Installed  Current Version
Apigee Enterprise  1.0.0.1078.fe7934c.1509010011   
Apigee UI  4.15.07.00-768b187-20151006-203453  Version 4.15.07.00-75d1384-20150823-004603 is available for upgrade
  /opt/apigee4/share/installer/apigee-upgrade.sh -c ui
Cassandra  2.0.15   
Zookeeper  3.4.5   
QPID  0.14   
Postgres  9.3

adas
Participant V

@Eric Dahl We recently fixed some of the deployment related issues, and pushed a hot fix to our cloud platform. This fix, once its baked in the cloud for a couple of weeks, maybe made available as a patch for 4.15.07. This might be available as 4.15.07.02 patch release, but I am not sure about the timelines yet.

Thanks. We've only seen the issue once thus far, but we've only recently updated to that version.

This issue has been addressed on Edge versions 4.15.04.11 and 4.15.07.03.

david_ryan
Participant V

This issue also exists in 4.16.01. As a side we did see this in 4.15.07 as well. Not sure it's totally fixed yet! I suspect bases on several threads in the community this IS related to multi datacenter implementations and network latency.

My big question is what is the solution? Simply increasing the rpc.timout in the cluster.properties? If so what is a reasonable or recommended setting. Ours is currently set to 10, not sure if it's milliseconds or seconds but please verify Apigee!

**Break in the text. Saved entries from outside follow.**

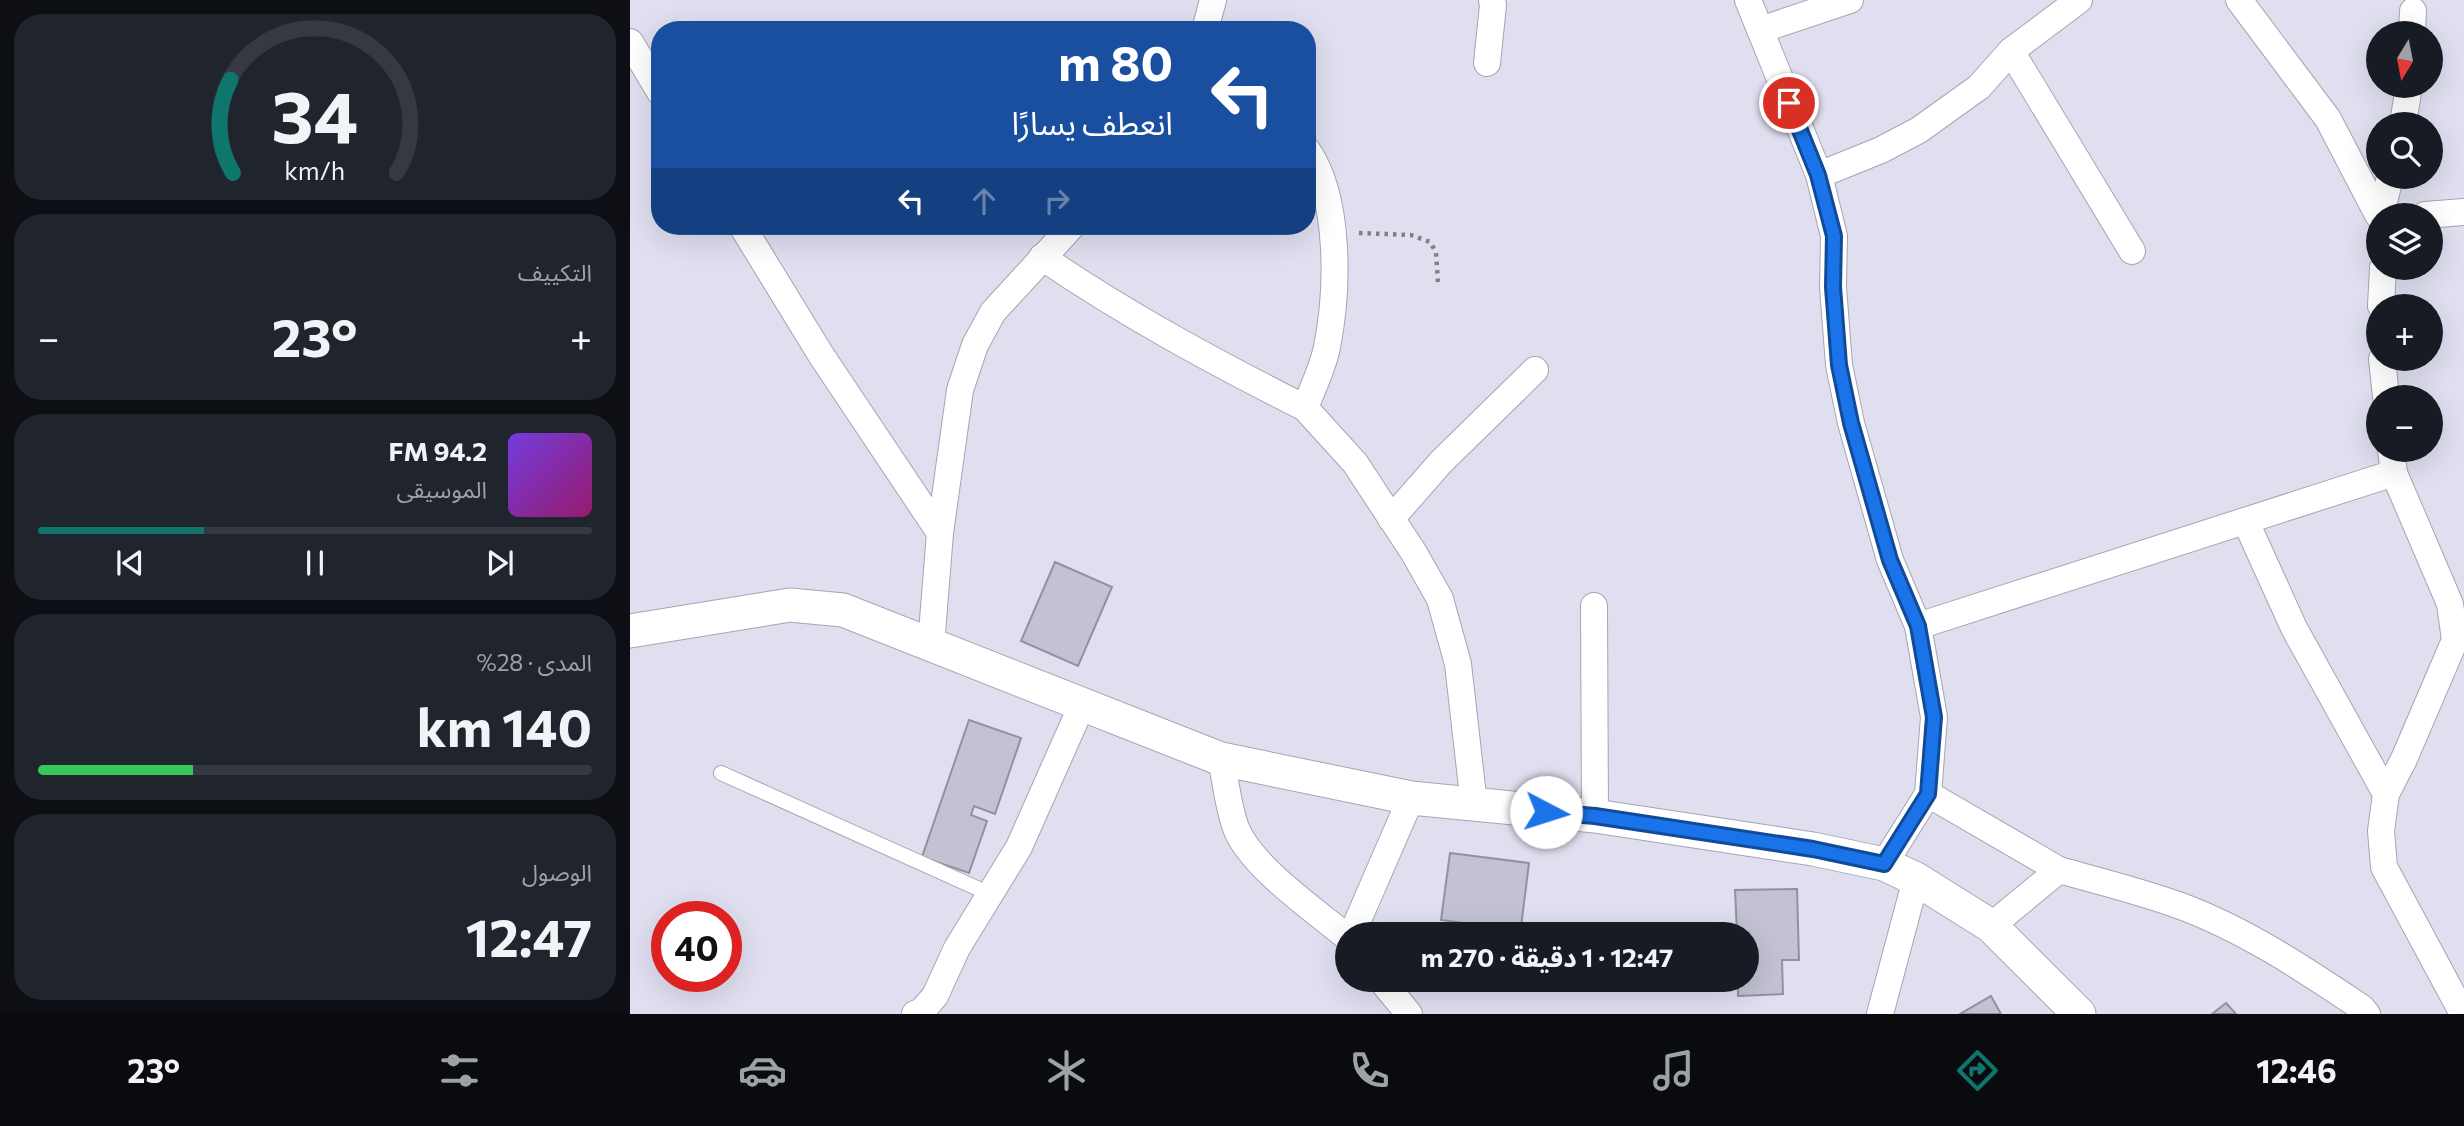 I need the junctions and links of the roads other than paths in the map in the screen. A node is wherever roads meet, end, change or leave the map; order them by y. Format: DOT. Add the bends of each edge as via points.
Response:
graph roads {
  1 [pos="1213,0"];
  2 [pos="1492,0"];
  3 [pos="1748,0"];
  4 [pos="1850,0"];
  5 [pos="2079,0"];
  6 [pos="2239,0"];
  7 [pos="1207,21"];
  8 [pos="1760,30"];
  9 [pos="630,42"];
  10 [pos="2011,51"];
  11 [pos="1487,63"];
  12 [pos="651,77"];
  13 [pos="1316,165"];
  14 [pos="1818,175"];
  15 [pos="2374,203"];
  16 [pos="2464,212"];
  17 [pos="2443,214"];
  18 [pos="748,235"];
  19 [pos="1063,235"];
  20 [pos="2132,251"];
  21 [pos="1042,257"];
  22 [pos="1535,370"];
  23 [pos="1305,408"];
  24 [pos="2391,462"];
  25 [pos="2393,462"];
  26 [pos="1391,519"];
  27 [pos="2246,522"];
  28 [pos="940,533"];
  29 [pos="1594,606"];
  30 [pos="1918,626"];
  31 [pos="630,631"];
  32 [pos="2460,637"];
  33 [pos="931,645"];
  34 [pos="1082,705"];
  35 [pos="1221,760"];
  36 [pos="721,773"];
  37 [pos="1928,794"];
  38 [pos="2386,794"];
  39 [pos="1411,798"];
  40 [pos="1474,805"];
  41 [pos="1595,816"];
  42 [pos="1884,864"];
  43 [pos="2059,870"];
  44 [pos="1916,880"];
  45 [pos="990,894"];
  46 [pos="1357,922"];
  47 [pos="1991,926"];
  48 [pos="1335,927"];
  49 [pos="1391,992"];
  50 [pos="915,1014"];
  51 [pos="1409,1014"];
  52 [pos="1880,1014"];
  53 [pos="2078,1014"];
  54 [pos="2367,1014"];
  55 [pos="2463,1014"];
  1 -- 7 [label="street"];
  2 -- 11 [label="street"];
  3 -- 8 [label="street"];
  4 -- 8 [label="street"];
  5 -- 10 [label="street"];
  6 -- 15 [label="street" via="2328,119"];
  8 -- 14 [label="street"];
  9 -- 12 [label="street"];
  10 -- 14 [label="street" via="1979,87 1919,130"];
  10 -- 20 [label="street"];
  13 -- 23 [label="street" via="1333,232 1334,272 1326,348"];
  14 -- 30 [label="street" via="1834,236 1839,365 1851,423 1890,560"];
  16 -- 17 [label="street"];
  18 -- 28 [label="street"];
  19 -- 21 [label="street"];
  21 -- 23 [label="street" via="1116,305"];
  21 -- 28 [label="street" via="993,312 975,345 960,390"];
  22 -- 26 [label="street" via="1441,462"];
  23 -- 26 [label="street" via="1355,463"];
  24 -- 27 [label="street"];
  25 -- 32 [label="street"];
  26 -- 40 [label="street" via="1440,599 1458,664"];
  27 -- 30 [label="street"];
  27 -- 38 [label="street" via="2294,628"];
  28 -- 33 [label="street"];
  29 -- 41 [label="street"];
  30 -- 37 [label="street" via="1934,717"];
  31 -- 33 [label="street" via="790,605 843,610"];
  32 -- 38 [label="street"];
  33 -- 34 [label="street"];
  34 -- 35 [label="street"];
  34 -- 45 [label="street" via="1019,847"];
  35 -- 39 [label="street"];
  35 -- 48 [label="street" via="1237,829 1250,851"];
  36 -- 45 [label="lane"];
  37 -- 42 [label="street"];
  37 -- 43 [label="street"];
  38 -- 55 [label="street" via="2381,831 2384,867"];
  39 -- 40 [label="street"];
  39 -- 46 [label="street"];
  40 -- 41 [label="street"];
  41 -- 42 [label="street"];
  42 -- 44 [label="street"];
  43 -- 47 [label="street"];
  43 -- 54 [label="street" via="2179,906 2257,942 2314,975"];
  44 -- 47 [label="street"];
  44 -- 52 [label="street"];
  45 -- 50 [label="street" via="935,996"];
  47 -- 53 [label="street"];
  49 -- 51 [label="street"];
}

the big issue is that latency WILL happen - and whatever is putting the systems into the bad state is a temporary (usually) and un-trappable (usually) problem. when i have these issues - fixing them ALWAYS comes down to restarting some Apigee process. Never are we able to trap any network issues or high latency in other channels. So the Apigee software needs to either be watched for this problem (which would require API interfaces for process to process pings or something, or test deploys every couple of minutes) or we need some built in health check that knows not to fail and reset certain conditions when things go bad - and then re-try the deploy.